The establishment of an important milling center in Bagno Vignoni, was basically due to three factors: the presence of the hot spring that guaranteed an abundant and perennial flow of water. An availability that is all the more important in Val d’Orcia, a land that has always had a vocation for cereal cultivation but is also characterized, due to the prevalence of clay substrates with low permeability and low-hill morphology, by a scarcity of springs; to the nature of the place by taking advantage of the substantial difference in height between the spring and the Orcia River, as many as four mills were built, placed in sequence along the limestone cliff; to the strategic position, due to its proximity to the Via Francigena, later the Roman Road, which lapped the town of Bagno Vignoni. The important thoroughfare crossed the Orcia River on a one-arch bridge, attributed to Baldassarre Peruzzi, the abutments of which still remain after collapsing in the early 1900s.
The technical and morphological singularities
The Mills of Bagno Vignoni are distinguished by two basic aspects: by the use of thermal water, captured by a channeling system directly from the spring basin; and by the largely hypogeal morphology, with rooms dug into the travertine cliff formed by the carbonate deposits of thermal water. The exploitation of the thermal spring, with its constant flow rate, allowed milling even in summer (when most mills were inoperative due to low river flow), but obliged to work in humid and hot environments (the water temperature at the spring was about 50°), and to have to constantly remove, before it hardened, calcareous deposits (the so-called tartar).
The decision to build hypogeal environments is in some ways an ingenious solution; given the steepness of the limestone cliff, the construction of traditional structures with above-ground volumes would have required considerable leveling and earthworks, and would in fact have been impractical. Here, on the other hand, everything is done “in the negative”: not only the mills, but also the gorells and conduits, the storage tanks, the ancillary rooms, down to the access roads themselves, carved into the half-slope of the slopes.
A complex system
The importance assumed by the mills is attested by thehistorical iconography of Bagno Vignoni: many images are captured right from the valley and put in the foreground, describing them minutely, the mills, the gorelli system, the storage tanks, and the tower that solitary stood guard over the whole system.

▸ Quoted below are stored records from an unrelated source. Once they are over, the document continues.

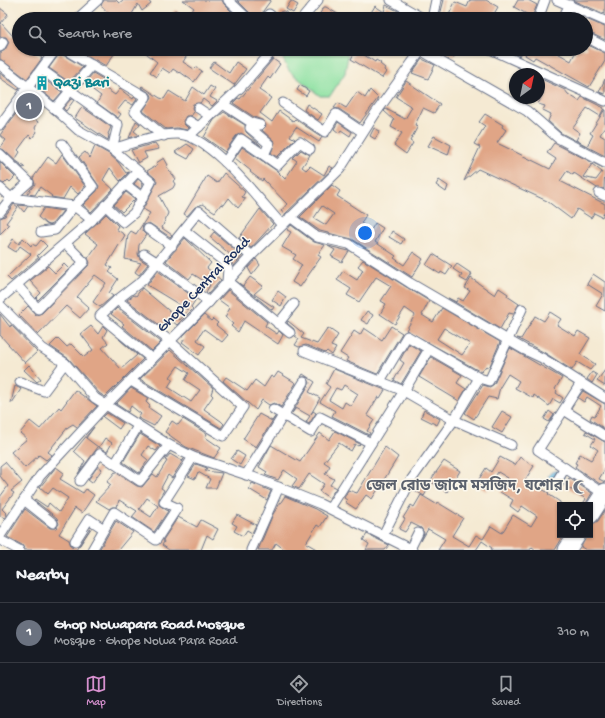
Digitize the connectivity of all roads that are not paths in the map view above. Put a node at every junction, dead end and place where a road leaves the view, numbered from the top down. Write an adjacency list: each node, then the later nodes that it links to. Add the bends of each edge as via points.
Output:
1 (228, 0): 10 (street)
2 (318, 0): 11 (street)
3 (391, 0): 12 (street)
4 (436, 0): 13 (street)
5 (545, 0): 14 (street)
6 (557, 0): 8 (street)
7 (96, 1): 9 (street)
8 (570, 5): 15 (street); 16 (street)
9 (84, 12)
10 (241, 12)
11 (308, 12)
12 (412, 12)
13 (433, 12)
14 (541, 12)
15 (566, 12)
16 (585, 12)
17 (593, 16): 18 (street)
18 (605, 21)
19 (593, 41): 20 (street)
20 (605, 48)
21 (51, 56): 29 (street)
22 (76, 56): 28 (street)
23 (268, 56): 34 (street)
24 (418, 56): 61 (street, Ghope Central Road, via 375,114 340,169)
25 (432, 56): 52 (street, via 527,111 558,138)
26 (506, 56): 32 (street)
27 (0, 65): 30 (street)
28 (92, 65): 31 (street); 43 (street, via 146,97 135,112)
29 (42, 70): 30 (street); 31 (street)
30 (28, 87): 36 (street); 39 (street)
31 (71, 91): 36 (street); 47 (street, via 118,125)
32 (605, 100)
33 (283, 103): 42 (street, via 325,132 336,114)
34 (223, 104): 37 (street); 40 (street)
35 (198, 108): 37 (street)
36 (55, 109): 47 (street, via 78,130)
37 (210, 116): 41 (street)
38 (189, 121): 41 (street)
39 (0, 125)
40 (254, 126): 45 (street); 50 (street, via 269,144)
41 (199, 127): 44 (street)
42 (361, 131)
43 (164, 136): 44 (street); 47 (street)
44 (189, 136): 51 (street)
45 (244, 141): 50 (street); 51 (street, via 241,139)
46 (62, 144): 59 (street, via 94,187)
47 (112, 149): 53 (street)
48 (310, 150): 50 (street, via 300,142 278,165)
49 (0, 154): 56 (street, via 29,182)
50 (264, 155)
51 (225, 162): 63 (street)
52 (605, 163)
53 (138, 171): 54 (street); 57 (street, via 151,182)
54 (125, 184): 57 (street); 58 (street)
55 (0, 188): 56 (street)
56 (11, 198): 59 (street); 60 (street)
57 (143, 198): 58 (street, via 134,213 123,222)
58 (105, 205): 62 (street)
59 (74, 206): 62 (street); 66 (street, via 55,230)
60 (0, 212)
61 (290, 217): 63 (street, Ghope Central Road); 82 (street, via 317,237 349,244)
62 (92, 220): 67 (street)
63 (282, 225): 70 (street, Ghope Central Road)
64 (148, 228): 68 (street)
65 (184, 230): 68 (street); 70 (street, via 199,211); 72 (street, via 223,262 228,269)
66 (41, 232)
67 (66, 244): 73 (street); 73 (street, via 84,262 38,309)
68 (172, 246): 71 (street)
69 (144, 254): 71 (street)
70 (251, 256): 72 (street, Ghope Central Road)
71 (158, 263): 75 (street, via 144,280); 76 (street)
72 (227, 281): 76 (street, Ghope Central Road); 80 (street)
73 (17, 285): 74 (street)
74 (0, 299)
75 (117, 300): 83 (street); 86 (street, via 100,316)
76 (209, 302): 83 (street, Ghope Central Road)
77 (294, 304): 80 (street)
78 (0, 305): 87 (street, via 42,348)
79 (522, 309): 82 (street)
80 (278, 324): 81 (street)
81 (290, 333)
82 (508, 340): 88 (street, via 489,381); 93 (street, via 542,358)
83 (170, 341): 86 (street, Ghope Central Road); 89 (street, via 243,407 224,436)
84 (429, 349): 88 (street); 90 (street, via 407,336); 94 (street)
85 (304, 351): 90 (street)
86 (152, 359): 89 (street, Ghope Central Road)
87 (65, 363): 91 (street, via 44,391); 96 (street)
88 (479, 378): 100 (street)
89 (131, 380): 96 (street, Ghope Central Road)
90 (380, 381): 94 (street)
91 (20, 382)
92 (304, 382): 99 (street)
93 (581, 384): 95 (street); 98 (street)
94 (404, 391): 100 (street); 103 (street)
95 (605, 398)
96 (105, 406): 101 (street); 114 (street, Ghope Central Road, via 40,476)
97 (273, 409): 99 (street)
98 (564, 410): 102 (street); 108 (street, via 538,450)
99 (283, 415): 103 (street, via 311,432 320,417); 109 (street)
100 (454, 420): 105 (street); 120 (street, via 411,480)
101 (138, 426): 104 (street); 107 (street)
102 (605, 436)
103 (371, 443): 115 (street)
104 (168, 445): 106 (street); 107 (street, via 140,481)
105 (511, 445)
106 (193, 457): 109 (street); 118 (street, via 164,502 177,508 156,540 114,512)
107 (115, 464): 111 (street, via 100,454)
108 (565, 468): 110 (street); 113 (street)
109 (246, 475): 112 (street)
110 (557, 481)
111 (80, 482)
112 (279, 487): 115 (street); 129 (street)
113 (604, 493): 116 (highway)
114 (24, 500): 117 (street); 121 (street, Ghope Central Road)
115 (330, 508): 120 (street)
116 (593, 510)
117 (53, 523)
118 (104, 529): 124 (street, via 89,519); 128 (street)
119 (418, 532): 126 (street)
120 (383, 535): 125 (street)
121 (0, 536)
122 (575, 538): 130 (highway)
123 (0, 540): 127 (street)
124 (75, 541)
125 (396, 546): 126 (street)
126 (411, 549)
127 (19, 550)
128 (92, 550)
129 (251, 550)
130 (567, 550)

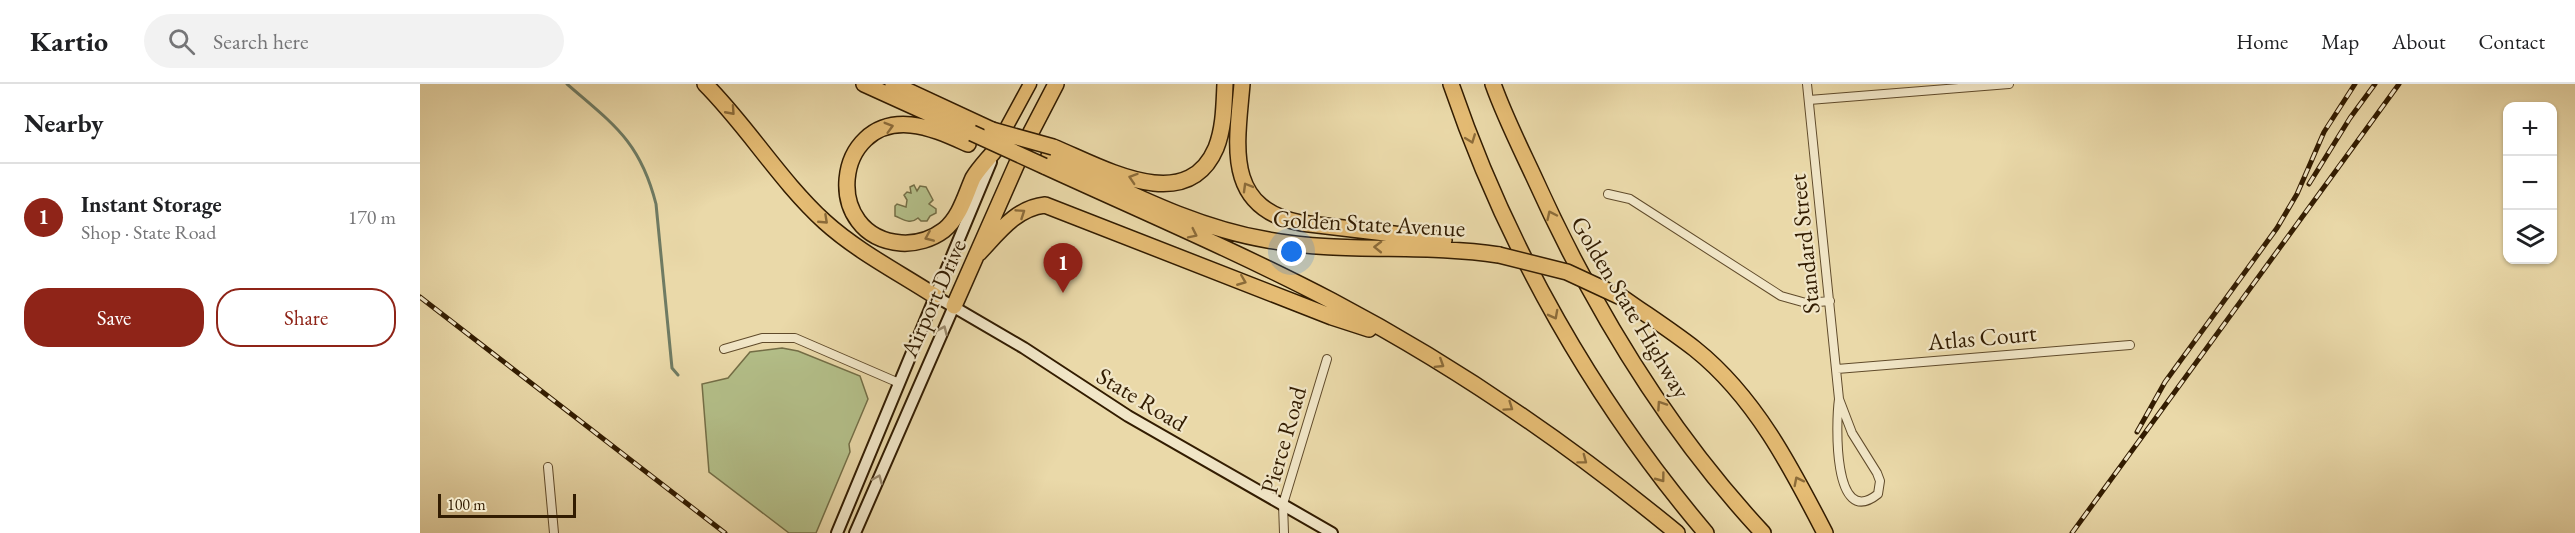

The four mills, from top to bottom, are:
- The disopra mill (or cape mill)
- The hole mill
- The Half Mill
- The foot mill
The first two, arranged along the limestone cliff, are totally hypogeal. In contrast, the middle mill, set at the foot of the cliff and the foot mill, located at the end of a canal that runs along the footpath, have structures that are partly above ground (the millstone rooms) and partly underground (the wheel rooms, known as carcerai). The milling technique, common throughout southern Europe, is that of the horizontal wheel mill, locally called retrecine: a relatively simple technology, with the driving wheels connected directly to the millstones via a vertical shaft and driven by a high-pressure water jet generated by a storage tank located at a higher level.